Collected data entries
----

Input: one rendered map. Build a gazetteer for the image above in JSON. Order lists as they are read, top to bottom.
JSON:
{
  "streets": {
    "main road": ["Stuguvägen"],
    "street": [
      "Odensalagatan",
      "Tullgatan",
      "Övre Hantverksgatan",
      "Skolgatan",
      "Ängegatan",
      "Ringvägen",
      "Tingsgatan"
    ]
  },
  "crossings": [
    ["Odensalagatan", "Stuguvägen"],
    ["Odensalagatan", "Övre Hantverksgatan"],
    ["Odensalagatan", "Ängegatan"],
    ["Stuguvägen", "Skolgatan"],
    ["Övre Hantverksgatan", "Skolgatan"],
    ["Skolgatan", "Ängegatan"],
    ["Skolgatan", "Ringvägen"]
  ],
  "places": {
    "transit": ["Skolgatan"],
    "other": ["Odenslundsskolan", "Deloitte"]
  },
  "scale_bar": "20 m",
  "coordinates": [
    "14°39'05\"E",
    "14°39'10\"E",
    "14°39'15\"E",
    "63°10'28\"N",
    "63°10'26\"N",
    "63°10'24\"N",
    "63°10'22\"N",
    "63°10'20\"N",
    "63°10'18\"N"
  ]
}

----

> [ACTIVITY] Write out every record, exactly as written.

> [REPLY]
Input: one rendered map. Build a gazetteer for the image above in JSON. Order lists as they are read, top to bottom.
JSON:
{
  "streets": {
    "main road": ["Stuguvägen"],
    "street": [
      "Odensalagatan",
      "Tullgatan",
      "Övre Hantverksgatan",
      "Skolgatan",
      "Ängegatan",
      "Ringvägen",
      "Tingsgatan"
    ]
  },
  "crossings": [
    ["Odensalagatan", "Stuguvägen"],
    ["Odensalagatan", "Övre Hantverksgatan"],
    ["Odensalagatan", "Ängegatan"],
    ["Stuguvägen", "Skolgatan"],
    ["Övre Hantverksgatan", "Skolgatan"],
    ["Skolgatan", "Ängegatan"],
    ["Skolgatan", "Ringvägen"]
  ],
  "places": {
    "transit": ["Skolgatan"],
    "other": ["Odenslundsskolan", "Deloitte"]
  },
  "scale_bar": "20 m",
  "coordinates": [
    "14°39'05\"E",
    "14°39'10\"E",
    "14°39'15\"E",
    "63°10'28\"N",
    "63°10'26\"N",
    "63°10'24\"N",
    "63°10'22\"N",
    "63°10'20\"N",
    "63°10'18\"N"
  ]
}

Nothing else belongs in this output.